*** Data to use
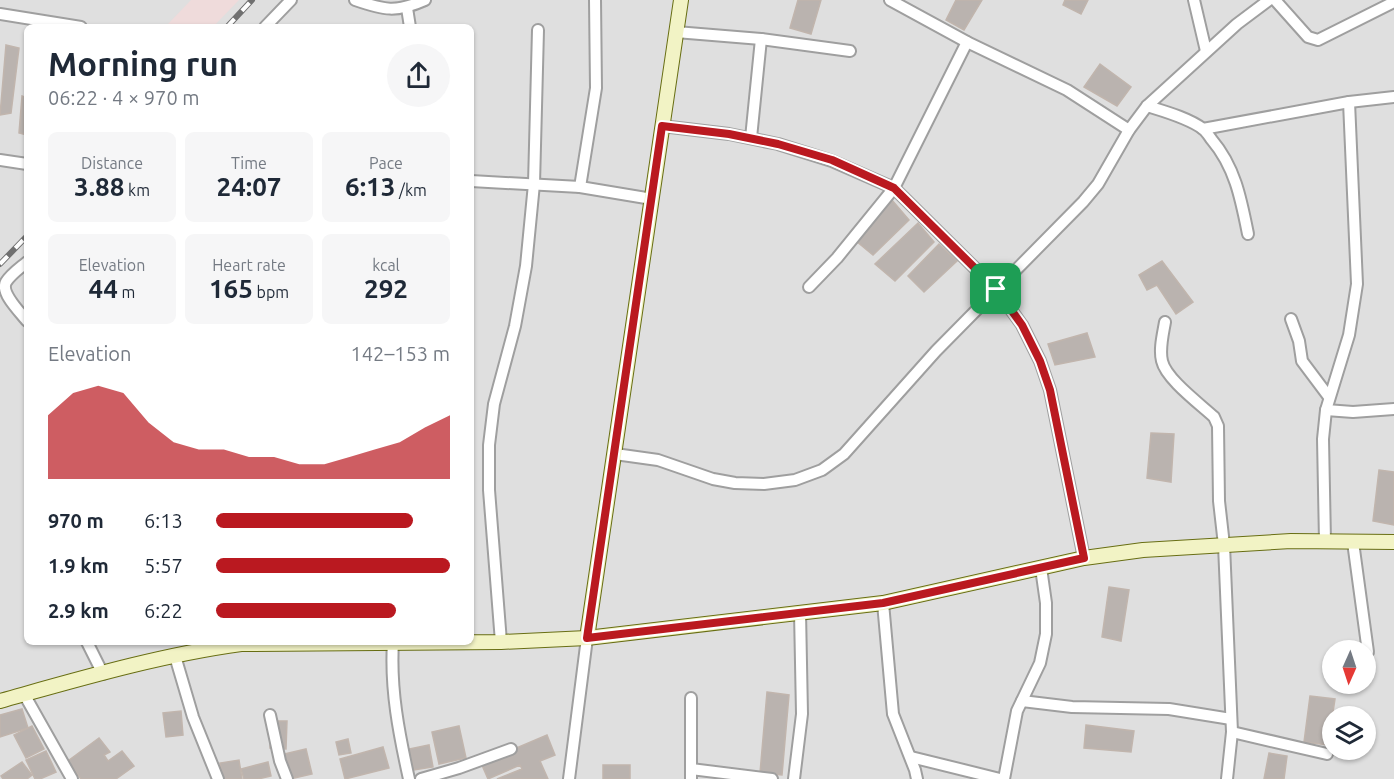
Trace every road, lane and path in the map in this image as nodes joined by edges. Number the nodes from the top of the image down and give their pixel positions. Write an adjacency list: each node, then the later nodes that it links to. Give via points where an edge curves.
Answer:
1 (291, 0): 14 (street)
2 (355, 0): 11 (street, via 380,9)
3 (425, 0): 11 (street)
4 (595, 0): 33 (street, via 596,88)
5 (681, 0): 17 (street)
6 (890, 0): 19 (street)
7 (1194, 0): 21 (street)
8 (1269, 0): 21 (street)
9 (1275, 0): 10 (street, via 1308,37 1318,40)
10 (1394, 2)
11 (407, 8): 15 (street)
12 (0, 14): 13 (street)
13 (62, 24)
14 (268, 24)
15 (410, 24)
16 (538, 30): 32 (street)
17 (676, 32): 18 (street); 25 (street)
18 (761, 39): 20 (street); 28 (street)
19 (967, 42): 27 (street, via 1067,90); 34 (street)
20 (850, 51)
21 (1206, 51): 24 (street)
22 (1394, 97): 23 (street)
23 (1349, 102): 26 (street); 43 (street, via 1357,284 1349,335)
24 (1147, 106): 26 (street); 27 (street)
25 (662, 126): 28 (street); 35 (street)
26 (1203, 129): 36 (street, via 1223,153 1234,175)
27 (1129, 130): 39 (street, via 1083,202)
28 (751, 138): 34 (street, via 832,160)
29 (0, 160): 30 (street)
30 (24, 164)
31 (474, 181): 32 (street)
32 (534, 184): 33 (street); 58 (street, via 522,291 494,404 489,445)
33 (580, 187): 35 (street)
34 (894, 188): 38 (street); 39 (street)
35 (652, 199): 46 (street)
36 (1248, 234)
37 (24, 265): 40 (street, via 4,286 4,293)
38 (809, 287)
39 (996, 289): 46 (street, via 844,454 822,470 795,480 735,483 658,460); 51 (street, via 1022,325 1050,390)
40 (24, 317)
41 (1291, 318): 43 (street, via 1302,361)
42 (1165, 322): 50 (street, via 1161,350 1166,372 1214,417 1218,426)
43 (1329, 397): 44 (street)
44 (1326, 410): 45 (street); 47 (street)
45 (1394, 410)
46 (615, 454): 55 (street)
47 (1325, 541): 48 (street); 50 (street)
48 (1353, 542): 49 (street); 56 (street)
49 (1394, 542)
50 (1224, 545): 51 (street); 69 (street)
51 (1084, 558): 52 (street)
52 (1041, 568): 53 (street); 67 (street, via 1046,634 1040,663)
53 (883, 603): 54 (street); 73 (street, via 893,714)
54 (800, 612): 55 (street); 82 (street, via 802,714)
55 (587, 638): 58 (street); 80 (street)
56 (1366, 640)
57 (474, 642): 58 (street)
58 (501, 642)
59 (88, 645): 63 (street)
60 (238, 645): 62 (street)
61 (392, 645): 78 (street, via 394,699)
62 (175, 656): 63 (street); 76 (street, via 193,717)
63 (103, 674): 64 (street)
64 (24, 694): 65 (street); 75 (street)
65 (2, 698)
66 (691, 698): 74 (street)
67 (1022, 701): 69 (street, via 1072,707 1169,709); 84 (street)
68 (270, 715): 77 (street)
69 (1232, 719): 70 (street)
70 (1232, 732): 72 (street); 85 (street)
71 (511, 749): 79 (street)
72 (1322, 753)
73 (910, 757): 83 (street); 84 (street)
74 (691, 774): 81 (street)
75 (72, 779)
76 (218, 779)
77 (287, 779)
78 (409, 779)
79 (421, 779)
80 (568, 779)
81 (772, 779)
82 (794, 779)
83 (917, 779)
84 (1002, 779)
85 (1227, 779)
******
== What you will do ==
Give back each line above exactly, with pictures dropped.

== Response to the task ==
Trace every road, lane and path in the map in this image as nodes joined by edges. Number the nodes from the top of the image down and give their pixel positions. Write an adjacency list: each node, then the later nodes that it links to. Give via points where an edge curves.
Answer:
1 (291, 0): 14 (street)
2 (355, 0): 11 (street, via 380,9)
3 (425, 0): 11 (street)
4 (595, 0): 33 (street, via 596,88)
5 (681, 0): 17 (street)
6 (890, 0): 19 (street)
7 (1194, 0): 21 (street)
8 (1269, 0): 21 (street)
9 (1275, 0): 10 (street, via 1308,37 1318,40)
10 (1394, 2)
11 (407, 8): 15 (street)
12 (0, 14): 13 (street)
13 (62, 24)
14 (268, 24)
15 (410, 24)
16 (538, 30): 32 (street)
17 (676, 32): 18 (street); 25 (street)
18 (761, 39): 20 (street); 28 (street)
19 (967, 42): 27 (street, via 1067,90); 34 (street)
20 (850, 51)
21 (1206, 51): 24 (street)
22 (1394, 97): 23 (street)
23 (1349, 102): 26 (street); 43 (street, via 1357,284 1349,335)
24 (1147, 106): 26 (street); 27 (street)
25 (662, 126): 28 (street); 35 (street)
26 (1203, 129): 36 (street, via 1223,153 1234,175)
27 (1129, 130): 39 (street, via 1083,202)
28 (751, 138): 34 (street, via 832,160)
29 (0, 160): 30 (street)
30 (24, 164)
31 (474, 181): 32 (street)
32 (534, 184): 33 (street); 58 (street, via 522,291 494,404 489,445)
33 (580, 187): 35 (street)
34 (894, 188): 38 (street); 39 (street)
35 (652, 199): 46 (street)
36 (1248, 234)
37 (24, 265): 40 (street, via 4,286 4,293)
38 (809, 287)
39 (996, 289): 46 (street, via 844,454 822,470 795,480 735,483 658,460); 51 (street, via 1022,325 1050,390)
40 (24, 317)
41 (1291, 318): 43 (street, via 1302,361)
42 (1165, 322): 50 (street, via 1161,350 1166,372 1214,417 1218,426)
43 (1329, 397): 44 (street)
44 (1326, 410): 45 (street); 47 (street)
45 (1394, 410)
46 (615, 454): 55 (street)
47 (1325, 541): 48 (street); 50 (street)
48 (1353, 542): 49 (street); 56 (street)
49 (1394, 542)
50 (1224, 545): 51 (street); 69 (street)
51 (1084, 558): 52 (street)
52 (1041, 568): 53 (street); 67 (street, via 1046,634 1040,663)
53 (883, 603): 54 (street); 73 (street, via 893,714)
54 (800, 612): 55 (street); 82 (street, via 802,714)
55 (587, 638): 58 (street); 80 (street)
56 (1366, 640)
57 (474, 642): 58 (street)
58 (501, 642)
59 (88, 645): 63 (street)
60 (238, 645): 62 (street)
61 (392, 645): 78 (street, via 394,699)
62 (175, 656): 63 (street); 76 (street, via 193,717)
63 (103, 674): 64 (street)
64 (24, 694): 65 (street); 75 (street)
65 (2, 698)
66 (691, 698): 74 (street)
67 (1022, 701): 69 (street, via 1072,707 1169,709); 84 (street)
68 (270, 715): 77 (street)
69 (1232, 719): 70 (street)
70 (1232, 732): 72 (street); 85 (street)
71 (511, 749): 79 (street)
72 (1322, 753)
73 (910, 757): 83 (street); 84 (street)
74 (691, 774): 81 (street)
75 (72, 779)
76 (218, 779)
77 (287, 779)
78 (409, 779)
79 (421, 779)
80 (568, 779)
81 (772, 779)
82 (794, 779)
83 (917, 779)
84 (1002, 779)
85 (1227, 779)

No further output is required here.